An original article was presented to me for review, the purpose of which was to discuss the course and conclusions of the observational study. Despite the efforts of the authors, in my opinion the work does not bring anything new to the world of science and does not translate into everyday life. It does not bring anything new to the subject of metabolic disorders, does not indicate eating habits, the type and frequency of physical activity undertaken, and the mechanisms influencing the "fight" with obesity (a significant number of respondents had a BMI> 30 kg / m2).

The introduction of the work is unnecessarily long and the authors should shorten it to the most important information. The aim of the work does not present anything innovative, it lacks translation into clinical practice. The methodology of work is unnecessarily long and requires shortening to the most important issues. As the authors rightly mention in the "work limitations" section, it lacks a control group that would present the possibility of referencing and comparing the results. Moreover, the age range of the respondents is very wide - which is reflected in the results of the study. The diet was not assessed, the energy and nutritional supply was not assessed, and there was residual information in the study, eg on increasing the consumption of vegetables and fruit .. which is insufficient in the assessment of nutritional modifications of the people participating in the study. The "Results" section is illegible, please rewrite it.

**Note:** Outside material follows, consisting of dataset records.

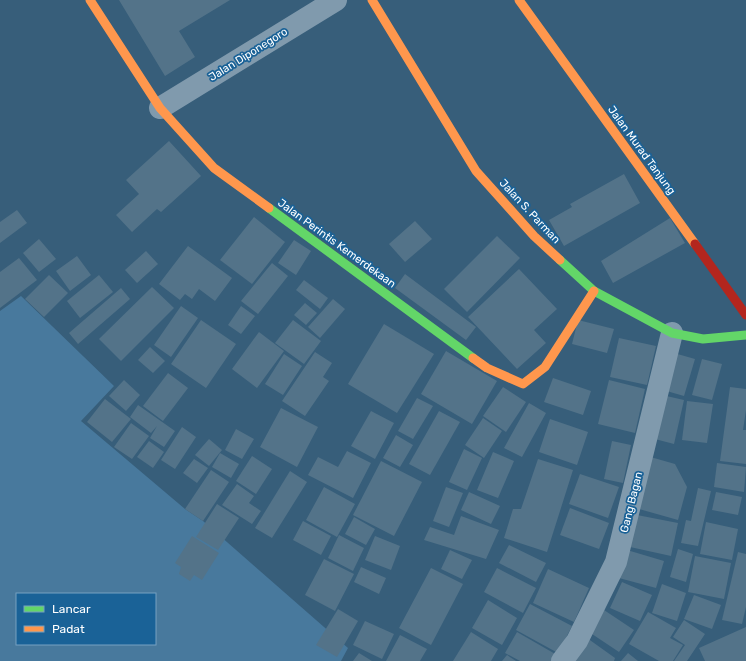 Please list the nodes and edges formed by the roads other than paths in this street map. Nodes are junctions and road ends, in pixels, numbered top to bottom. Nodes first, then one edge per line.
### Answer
1 (90, 0) edge
2 (336, 0) edge
3 (372, 0) edge
4 (519, 0) edge
5 (160, 108) junction
6 (594, 291) junction
7 (746, 314) edge
8 (672, 333) junction
9 (746, 335) edge
10 (562, 661) edge

1 - 5 street, Jalan Perintis Kemerdekaan
2 - 5 street, Jalan Diponegoro
3 - 6 street, Jalan S. Parman
4 - 7 street, Jalan Murad Tanjung
5 - 6 street, Jalan Perintis Kemerdekaan
6 - 8 street, Jalan S. Parman
8 - 9 street, Jalan S. Parman
8 - 10 street, Gang Bagan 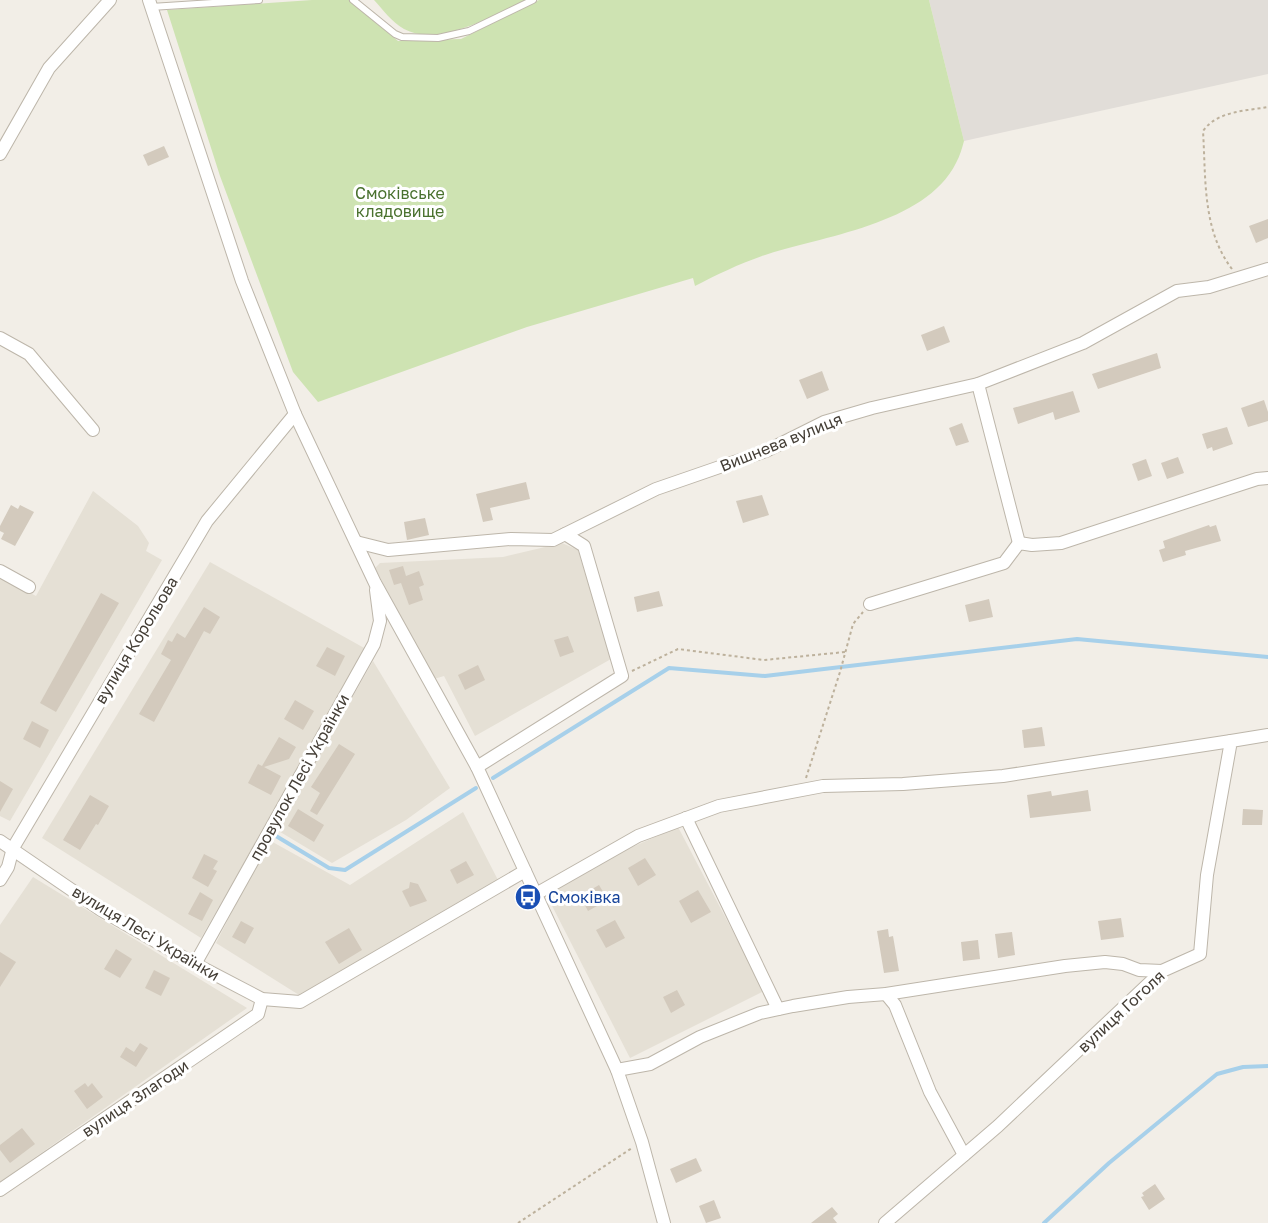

In addition, there are numerous punctuation errors, double spaces, quotations should be placed in square brackets, there are different fonts in the paper, which suggests copying and pasting text, some parts of the text are also unnecessarily bold. The conclusions of the thesis are a summary, not a conclusion, and should be redrafted. In my opinion, the work does not constitute any innovation and does not differ from the generally possessed knowledge, so I apply for its rejection in the review process.